Ingresar irregularmente a un país no es un crimen tan grave, que no se pueda remediar administrativamente, y que obligue a las autoridades de un Estado a ignorar los valores de la compasión y la solidaridad. Tampoco es un acto que justifique tratar a esas personas como delincuentes, agregando la humillación a lo que ya es una tragedia personal y nacional. Si otros seres humanos hubieran llegado a las costas de Chile, en una nave desvencijada y sin víveres, o si fueran los sobrevivientes de un avión que se estrelló en la cordillera de los Andes, ¿los hubieran tratado igual?

Chile también vivió una tiranía semejante a la que hoy sufre Venezuela, y muchos de sus ciudadanos debieron huir del crimen y la persecución a la que les sometió una dictadura implacable. El presidente Piñera, y quienes hoy le acompañan en el gobierno de Chile, no tuvieron esa desdicha.
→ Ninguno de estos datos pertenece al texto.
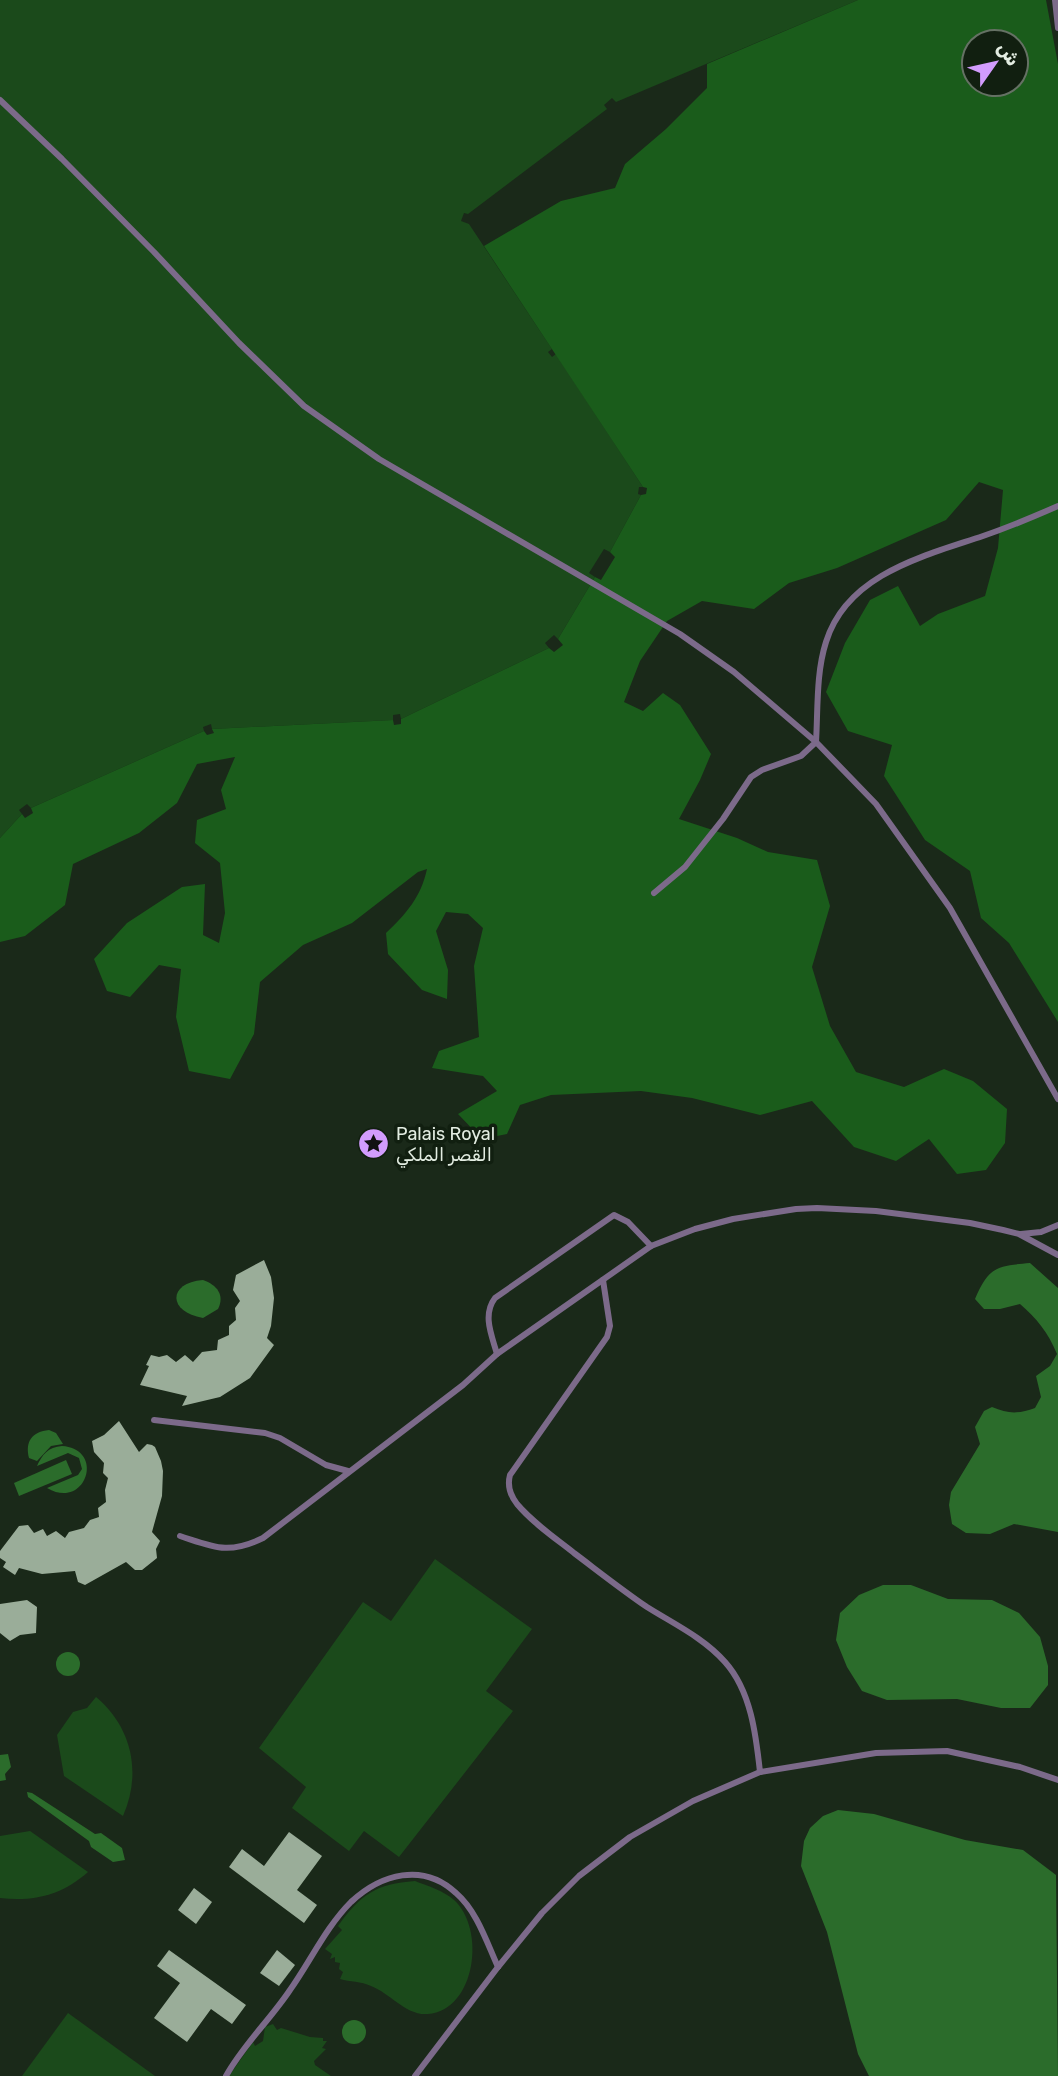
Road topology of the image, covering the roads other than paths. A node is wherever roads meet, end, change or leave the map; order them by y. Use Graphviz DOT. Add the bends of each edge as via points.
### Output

Mientras los dirigentes de la UDI estaban ocupados en proporcionar el sustento ideológico del régimen de Pinochet, millares de chilenos tuvieron que abandonar su patria, buscando un sitio en donde rehacer sus vidas, y muchos de ellos encontraron refugio en Venezuela. Éste era el momento de saldar una deuda de gratitud con la nación que acogió a Isabel Allende, Sergio Bitar, Aniceto Rodríguez, Claudio Huepe, Jaime Castillo Velasco, Eduardo Vio Grossi, Esteban Tomic, Eduardo Novoa Monreal, Héctor y Humberto Duvauchelle, Julio Jung, Carlos Matus, Pedro Cunill Grau, Orlando Letelier, y a miles de chilenos anónimos que, en esta tierra, se reencontraron con la libertad, con un empleo, y con el progreso económico y social que ofrecía la Venezuela de entonces. El espectáculo de deportaciones masivas de venezolanos, aunque no se admita, en forma expresa, que se les deporta por ser venezolanos (o por ser venezolanos pobres), no era la respuesta que se esperaba de un pueblo agradecido, ni es algo que nos enaltezca como chilenos.
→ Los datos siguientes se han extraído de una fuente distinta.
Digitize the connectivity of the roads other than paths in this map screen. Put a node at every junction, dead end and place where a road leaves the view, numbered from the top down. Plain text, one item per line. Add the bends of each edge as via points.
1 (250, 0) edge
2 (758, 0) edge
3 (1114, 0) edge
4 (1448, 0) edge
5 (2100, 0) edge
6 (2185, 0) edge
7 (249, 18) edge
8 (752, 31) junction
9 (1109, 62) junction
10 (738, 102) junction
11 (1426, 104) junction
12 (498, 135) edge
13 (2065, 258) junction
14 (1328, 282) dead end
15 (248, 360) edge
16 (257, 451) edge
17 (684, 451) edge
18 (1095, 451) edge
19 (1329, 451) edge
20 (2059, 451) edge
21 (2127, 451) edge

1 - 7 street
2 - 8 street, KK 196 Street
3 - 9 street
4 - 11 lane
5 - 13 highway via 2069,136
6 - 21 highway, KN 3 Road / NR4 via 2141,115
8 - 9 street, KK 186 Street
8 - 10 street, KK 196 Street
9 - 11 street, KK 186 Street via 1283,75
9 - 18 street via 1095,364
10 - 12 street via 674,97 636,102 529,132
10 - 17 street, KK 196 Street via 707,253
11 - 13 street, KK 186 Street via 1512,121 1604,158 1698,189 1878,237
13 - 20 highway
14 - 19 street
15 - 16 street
No es solamente en su Himno Nacional que Chile ofrece “el asilo contra la opresión”. «Si vas para Chile», una de las tonadas más populares, con la que se identifican los chilenos en el extranjero, asegura que “campesinos y gentes del valle, te saldrán al encuentro viajero, y verás cómo quieren en Chile, al amigo cuando es extranjero”. Eso era parte de la cultura de los chilenos; ese es uno de los rasgos que nos hacía sentirnos orgullosos de nuestro talante acogedor, y confío en que siga siendo así. Espero que el gobierno de Chile sepa rectificar una medida que, por lo menos, puede ser calificada como trato inhumano, y de la cual yo, como chileno, me siento avergonzado.